The incident is over. The bug that was poisoning your consumer is fixed and deployed. Now there are 4,000 messages sitting in the dead-letter queue, and somebody on the call says the obvious thing: "just replay them."

So you point the DLQ back at the main topic and drain it. Twenty minutes later a customer emails asking why they got charged twice. Half those 4,000 messages had already been partially processed before the consumer choked. Replaying them ran the side effects again.

The replay was the easy part. Replaying without re-applying work you already did is the part nobody writes a runbook for. This is that runbook.

Why naive replay double-processes

A dead-letter queue fills up for two reasons, and they look identical from the outside.

The first is a transient failure: a downstream API was down, the database connection pool was exhausted, a deploy was mid-flight. The message is fine. Once the failure clears, replaying it works.

The second is a poison message: malformed payload, a schema your consumer can't parse, a business rule it violates. Replaying it a thousand times fails a thousand times. It will never succeed, and every replay attempt burns a retry budget that healthy messages need.

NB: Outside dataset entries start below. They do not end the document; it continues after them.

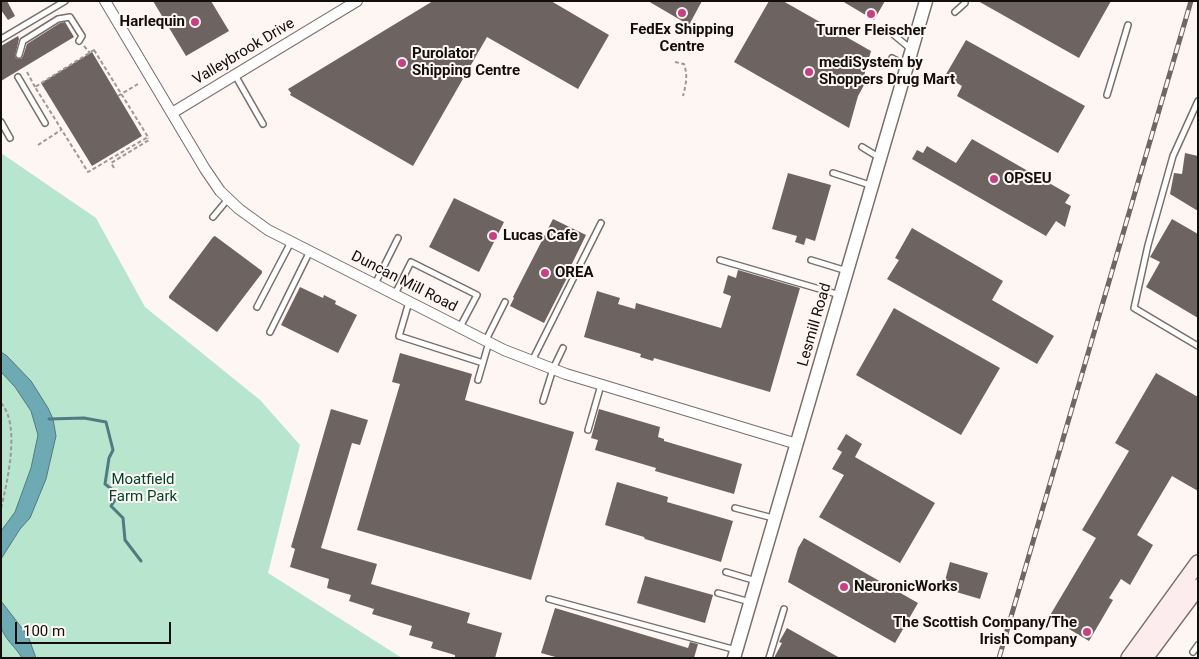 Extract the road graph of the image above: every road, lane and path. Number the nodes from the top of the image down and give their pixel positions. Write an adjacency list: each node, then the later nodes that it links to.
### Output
1 (65, 1): 9 (lane)
2 (105, 1): 27 (street, Duncan Mill Road)
3 (926, 1): 12 (street, Lesmill Road)
4 (965, 1): 6 (lane)
5 (355, 2): 19 (street, Valleybrook Drive)
6 (955, 12)
7 (1128, 26): 23 (lane)
8 (894, 35): 12 (lane)
9 (1, 39)
10 (79, 40): 14 (lane)
11 (86, 48): 13 (path)
12 (912, 50): 17 (street, Lesmill Road)
13 (90, 53): 22 (path); 24 (path)
14 (20, 55)
15 (892, 58): 17 (lane)
16 (675, 62): 25 (path)
17 (907, 66): 36 (street, Lesmill Road)
18 (26, 72): 22 (path)
19 (235, 75): 27 (street, Valleybrook Drive); 30 (lane)
20 (18, 77): 29 (lane)
21 (138, 84): 24 (path)
22 (35, 87): 31 (path)
23 (1107, 94)
24 (120, 95): 32 (path)
25 (683, 96)
26 (1198, 100): 58 (lane)
27 (172, 113): 40 (street, Duncan Mill Road)
28 (1, 122): 33 (lane)
29 (45, 123)
30 (263, 124)
31 (62, 130): 32 (path); 34 (path)
32 (148, 137): 37 (path)
33 (10, 138)
34 (38, 145)
35 (862, 147): 36 (lane)
36 (880, 158): 39 (street, Lesmill Road)
37 (114, 168)
38 (833, 173): 39 (lane)
39 (872, 185): 48 (street, Lesmill Road)
40 (228, 198): 41 (lane); 44 (street, Duncan Mill Road)
41 (213, 217)
42 (600, 223): 60 (lane)
43 (398, 238): 49 (lane)
44 (291, 241): 45 (street, Duncan Mill Road); 54 (lane)
45 (310, 251): 49 (street, Duncan Mill Road); 56 (lane)
46 (720, 260): 51 (lane)
47 (811, 260): 48 (lane)
48 (847, 272): 51 (street, Lesmill Road)
49 (374, 284): 50 (street, Duncan Mill Road)
50 (395, 294): 52 (street, Duncan Mill Road); 55 (lane)
51 (840, 295): 68 (street, Lesmill Road)
52 (410, 302): 55 (street, Duncan Mill Road); 61 (lane)
53 (505, 302): 57 (lane)
54 (257, 307)
55 (460, 327): 57 (street, Duncan Mill Road)
56 (270, 332)
57 (488, 341): 60 (street, Duncan Mill Road); 61 (lane)
58 (1198, 346)
59 (563, 348): 62 (lane)
60 (532, 361): 62 (street, Duncan Mill Road)
61 (483, 363): 63 (lane)
62 (554, 369): 64 (street, Duncan Mill Road); 65 (lane)
63 (478, 380)
64 (601, 384): 67 (lane); 68 (street, Duncan Mill Road)
65 (543, 401)
66 (1, 403): 70 (path)
67 (588, 430)
68 (797, 444): 71 (street, Lesmill Road)
69 (735, 508): 71 (lane)
70 (1, 509)
71 (775, 519): 74 (street, Lesmill Road)
72 (1198, 563): 84 (main road)
73 (726, 572): 74 (lane)
74 (757, 581): 78 (street, Lesmill Road)
75 (1198, 587): 85 (main road)
76 (718, 593): 78 (lane)
77 (549, 598): 82 (lane)
78 (750, 602): 82 (street, Lesmill Road)
79 (784, 608): 83 (lane)
80 (1198, 645): 81 (lane)
81 (1193, 652)
82 (735, 654)
83 (770, 658)
84 (1129, 658)
85 (1145, 658) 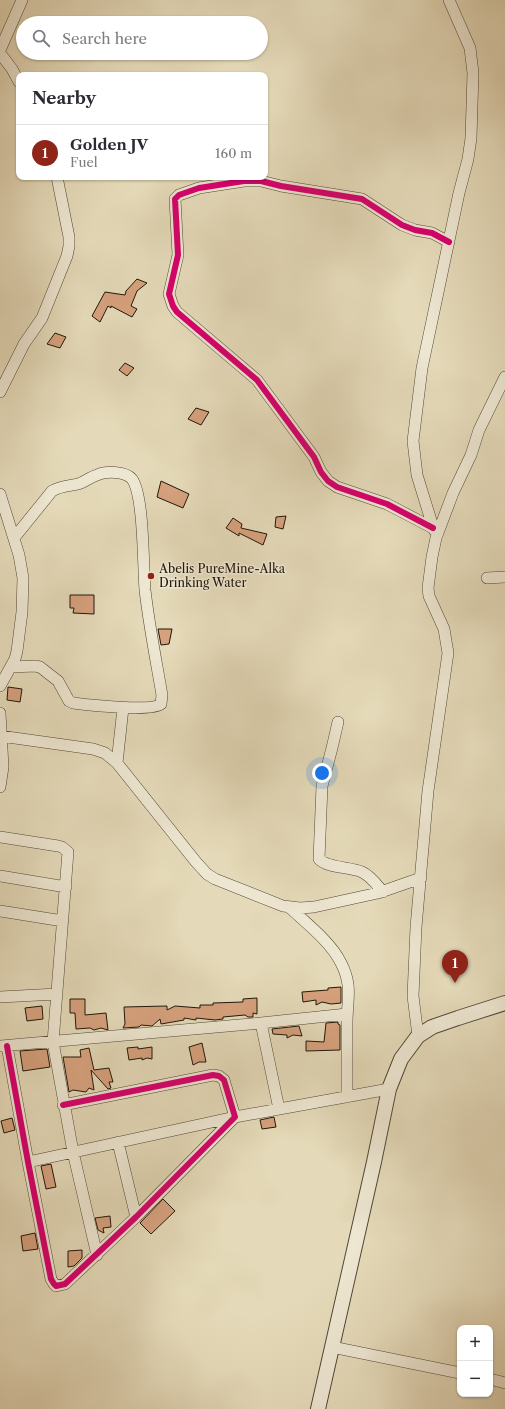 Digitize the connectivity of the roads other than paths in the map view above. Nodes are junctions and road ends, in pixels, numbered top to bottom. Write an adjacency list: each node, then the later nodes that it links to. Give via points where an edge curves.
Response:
1 (22, 0): 3 (street)
2 (449, 0): 7 (street, via 473,61 470,148)
3 (0, 50)
4 (0, 54): 5 (street)
5 (16, 76)
6 (58, 180): 9 (street, via 69,237 67,256 42,318 24,344)
7 (449, 242): 11 (street, via 422,368 413,441 417,475); 11 (street, via 432,233 402,225 362,198 262,181 199,188 175,199 179,248 169,294 177,312 257,380 314,457 328,481 337,487 394,507)
8 (505, 377): 11 (street)
9 (0, 392)
10 (0, 494): 12 (street)
11 (434, 533): 25 (street, via 428,588 444,629 448,653 428,791)
12 (14, 538): 15 (street, via 20,555 23,578 17,651); 17 (street, via 56,488 83,482 103,473 127,475 133,482 138,495 145,590 162,704 156,707)
13 (505, 577): 14 (street)
14 (487, 578)
15 (11, 667): 16 (street); 17 (street, via 40,668 58,681 69,701 74,703)
16 (0, 686)
17 (123, 708): 21 (street)
18 (0, 713): 20 (street)
19 (338, 722): 27 (street, via 322,786 319,859 325,864 363,873)
20 (1, 736): 21 (street, via 93,749 105,753); 22 (street, via 3,767)
21 (117, 763): 28 (street, via 207,874)
22 (0, 787)
23 (0, 837): 26 (street, via 58,846 66,850 69,856)
24 (0, 876): 26 (street)
25 (420, 878): 27 (street); 36 (street, via 413,982)
26 (66, 886): 30 (street)
27 (383, 892): 28 (street, via 314,906)
28 (289, 907): 34 (street, via 330,947 341,963 348,984)
29 (0, 911): 30 (street)
30 (63, 921): 31 (street)
31 (57, 994): 32 (street); 37 (street)
32 (0, 998)
33 (505, 1002): 36 (street, via 439,1025)
34 (347, 1014): 35 (street); 40 (street)
35 (261, 1023): 37 (street); 42 (street)
36 (418, 1036): 39 (street, via 401,1059)
37 (53, 1042): 38 (street); 41 (street)
38 (4, 1046): 46 (street)
39 (389, 1089): 40 (street); 49 (street)
40 (347, 1097): 42 (street)
41 (64, 1105): 43 (street, via 213,1075 224,1080); 45 (street)
42 (279, 1109): 43 (street)
43 (235, 1117): 44 (street); 47 (street)
44 (118, 1142): 45 (street); 47 (street)
45 (73, 1152): 46 (street); 48 (street)
46 (28, 1162): 48 (street, via 54,1284 65,1284)
47 (136, 1217): 48 (street)
48 (97, 1255)
49 (332, 1347): 50 (street); 53 (street)
50 (457, 1372)
51 (493, 1380): 52 (street)
52 (505, 1382)
53 (318, 1409) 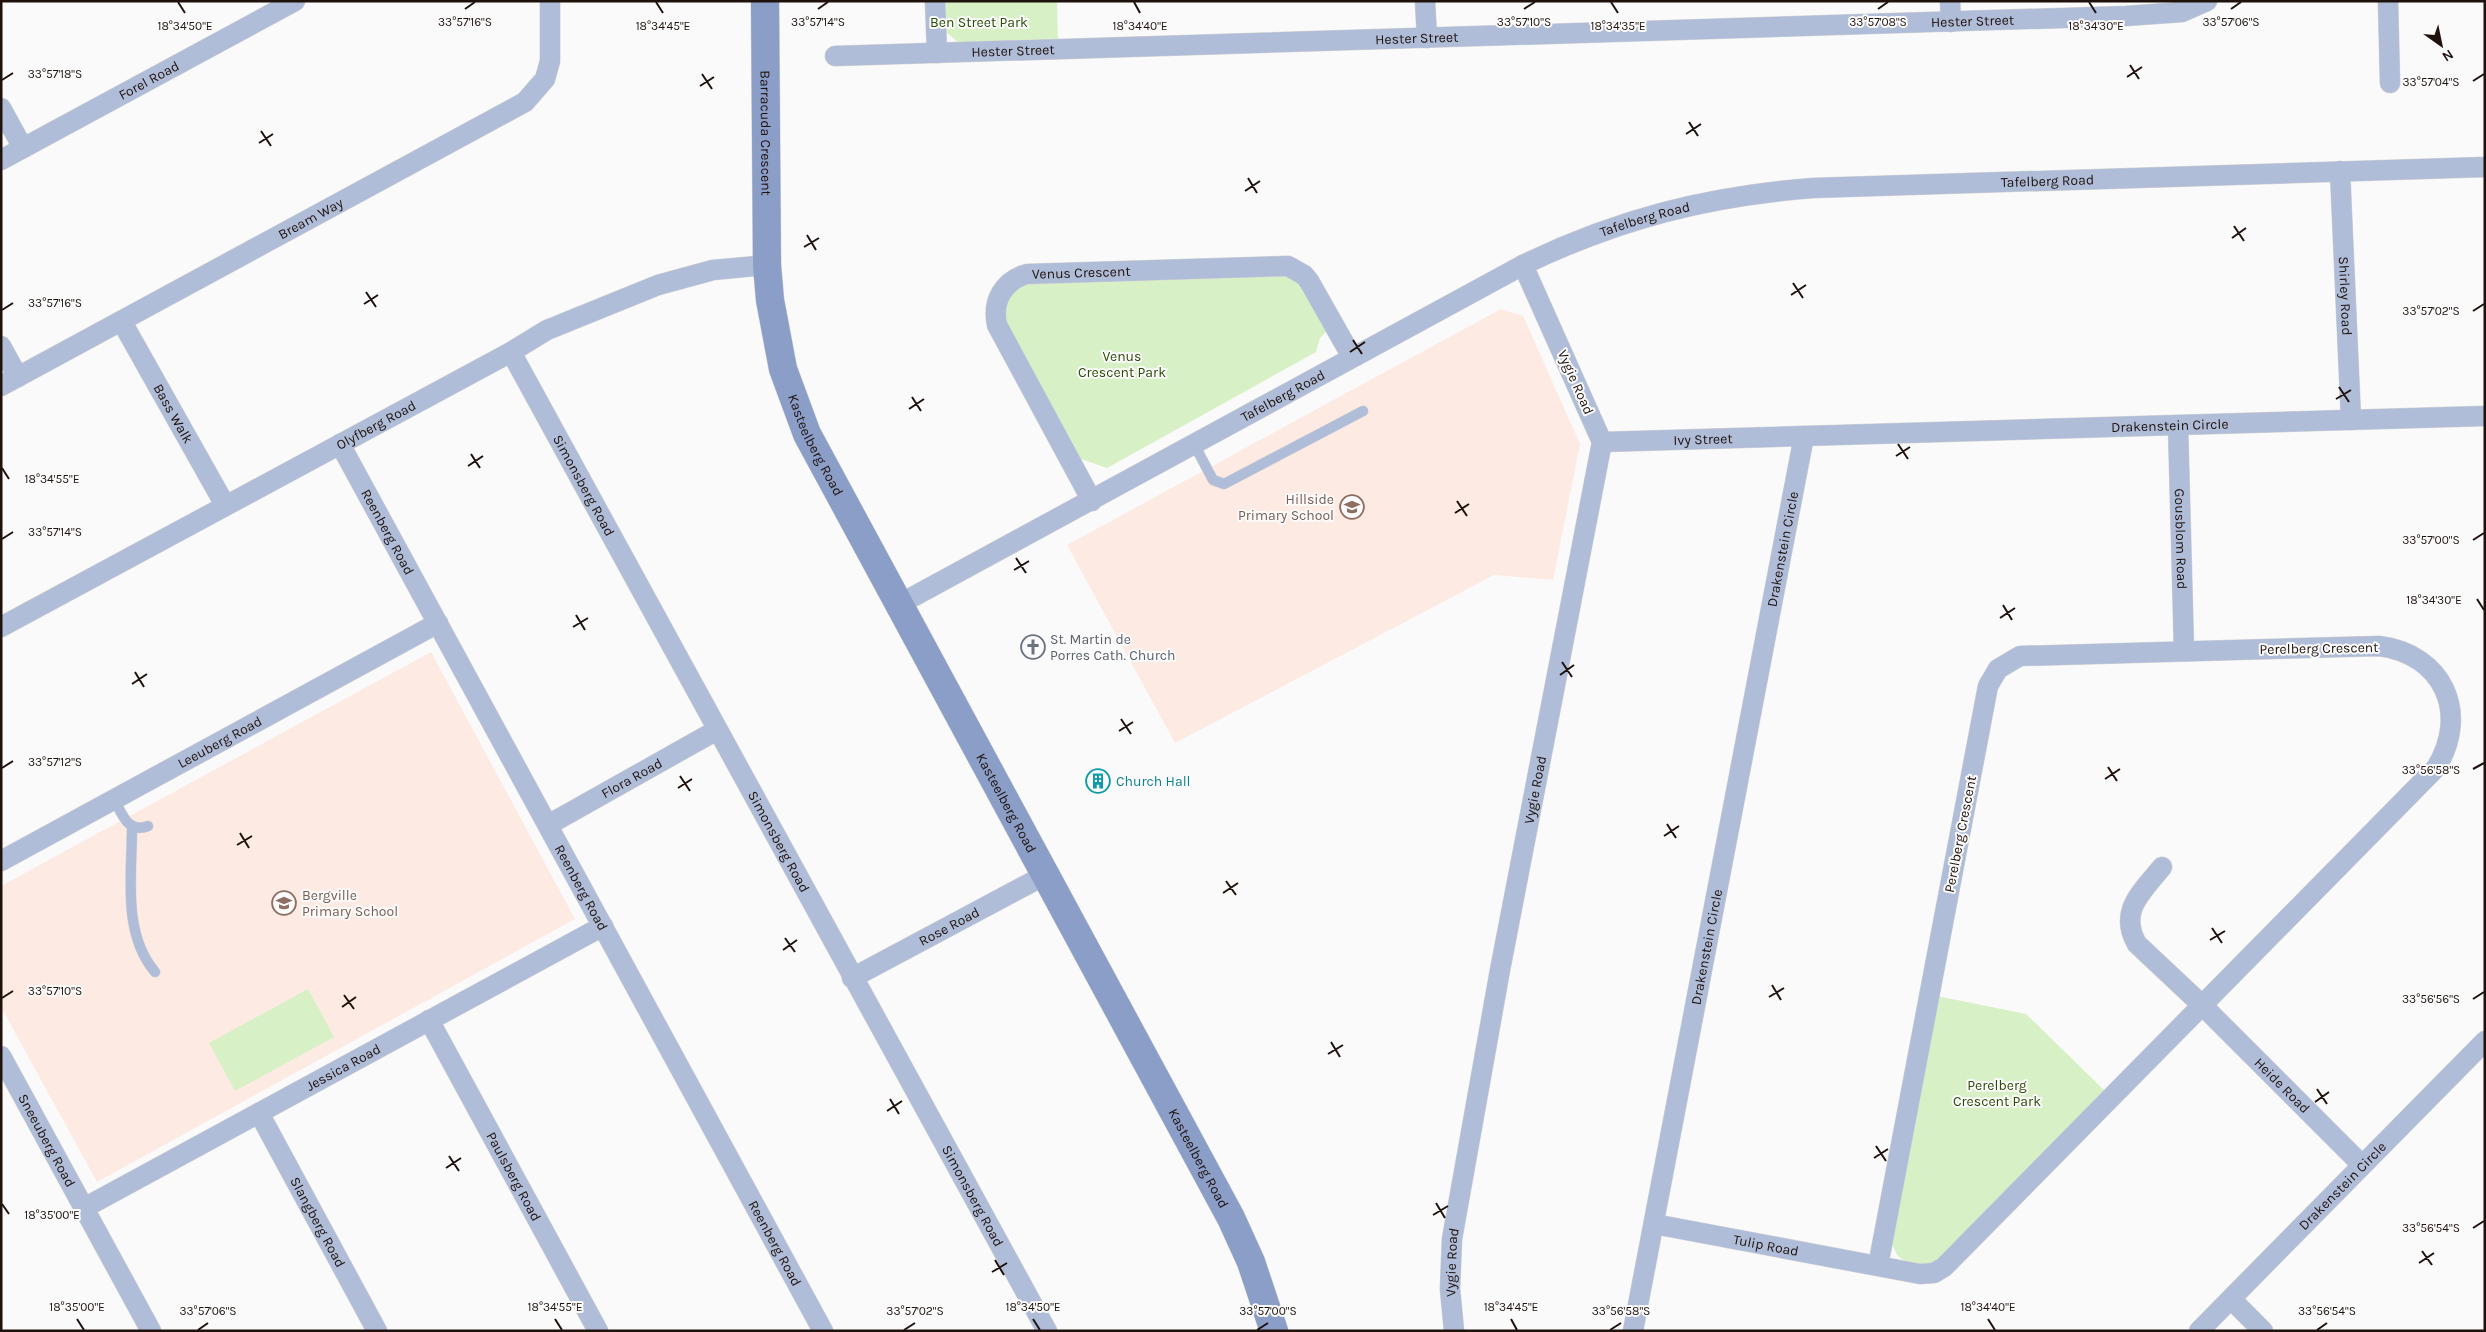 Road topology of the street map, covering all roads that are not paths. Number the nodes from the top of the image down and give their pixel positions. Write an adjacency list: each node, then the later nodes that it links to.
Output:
1 (295, 1): 16 (street, Forel Road)
2 (550, 1): 22 (street, Bream Way)
3 (765, 1): 20 (street, Barracuda Crescent)
4 (935, 1): 12 (street)
5 (1425, 1): 11 (street)
6 (1950, 1): 10 (street)
7 (2207, 1): 9 (street, Hester Street)
8 (2388, 1): 14 (street)
9 (2158, 8): 10 (street, Hester Street)
10 (1951, 22): 11 (street, Hester Street)
11 (1427, 38): 12 (street, Hester Street)
12 (938, 54): 13 (street, Hester Street)
13 (835, 56)
14 (2390, 83)
15 (1, 108): 16 (street)
16 (23, 148): 17 (street, Forel Road)
17 (1, 160)
18 (2485, 166): 19 (street, Tafelberg Road)
19 (2340, 171): 21 (street, Tafelberg Road); 29 (street, Shirley Road)
20 (767, 265): 24 (street, Olyfberg Road); 37 (street, Kasteelberg Road)
21 (1523, 265): 25 (street, Tafelberg Road); 32 (street, Vygie Road)
22 (122, 322): 26 (street, Bream Way); 36 (street, Bass Walk)
23 (1, 346): 26 (street)
24 (511, 352): 33 (street, Olyfberg Road); 41 (street, Simonsberg Road)
25 (1352, 358): 34 (street, Tafelberg Road); 35 (street, Venus Crescent)
26 (10, 381)
27 (1363, 411): 34 (lane)
28 (2485, 416): 29 (street, Drakenstein Circle)
29 (2351, 420): 30 (street, Drakenstein Circle)
30 (2178, 425): 31 (street, Drakenstein Circle); 40 (street, Gousblom Road)
31 (1804, 436): 32 (street, Ivy Street); 59 (street, Drakenstein Circle)
32 (1602, 442): 68 (street, Vygie Road)
33 (340, 444): 36 (street, Olyfberg Road); 38 (street, Reenberg Road)
34 (1194, 444): 35 (street, Tafelberg Road)
35 (1092, 501): 37 (street, Tafelberg Road)
36 (225, 505): 39 (street, Olyfberg Road)
37 (898, 605): 48 (street, Kasteelberg Road)
38 (438, 623): 42 (street, Leeuberg Road); 43 (street, Reenberg Road)
39 (1, 627)
40 (2184, 651): 52 (street, Perelberg Crescent); 60 (street, Perelberg Crescent)
41 (717, 730): 43 (street, Flora Road); 51 (street, Simonsberg Road)
42 (114, 799): 45 (lane); 46 (street, Leeuberg Road)
43 (548, 825): 49 (street, Reenberg Road)
44 (148, 826): 45 (lane)
45 (132, 827): 50 (lane)
46 (1, 861)
47 (2162, 867): 52 (street, Heide Road)
48 (1045, 875): 51 (street, Rose Road); 67 (street, Kasteelberg Road)
49 (602, 926): 53 (street, Jessica Road); 65 (street, Reenberg Road)
50 (155, 972)
51 (852, 978): 66 (street, Simonsberg Road)
52 (2203, 1006): 57 (street, Heide Road); 60 (street, Perelberg Crescent)
53 (429, 1020): 56 (street, Jessica Road); 64 (street, Paulsberg Road)
54 (2485, 1041): 57 (street, Drakenstein Circle)
55 (1, 1056): 58 (street, Sneeuberg Road)
56 (259, 1113): 58 (street, Jessica Road); 63 (street, Slangberg Road)
57 (2362, 1165): 61 (street, Drakenstein Circle)
58 (84, 1208): 62 (street, Sneeuberg Road)
59 (1654, 1224): 60 (street, Tulip Road); 69 (street, Drakenstein Circle)
60 (1878, 1266)
61 (2231, 1299): 70 (street, Drakenstein Circle); 71 (street)
62 (150, 1331)
63 (377, 1331)
64 (598, 1331)
65 (823, 1331)
66 (1046, 1331)
67 (1274, 1331)
68 (1454, 1331)
69 (1633, 1331)
70 (2199, 1331)
71 (2263, 1331)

The double-processing trap lives in the first category. A message that failed after it had already done part of its job. Your handler charged the card, then crashed before writing status = paid. The broker sees no ack, the message lands in the DLQ, and the payload still says "please charge this card." Replay it and you charge again.

So replay safety is not a replay problem. It's an idempotency problem wearing a replay costume.

The precondition: idempotent consumers

If your consumers aren't idempotent, stop here. Replay will hurt you no matter how careful the protocol is. The cheapest version of idempotency for replay is a state-transition guard: the handler only acts if the entity is in the expected starting state.

UPDATE orders
SET status = 'paid',
    paid_at = ?
WHERE id = ?
  AND status = 'pending';

If the order was already marked paid by the original (partial) run, this UPDATE affects zero rows and the handler returns without touching the payment gateway. Replay a message a thousand times and you get exactly one transition.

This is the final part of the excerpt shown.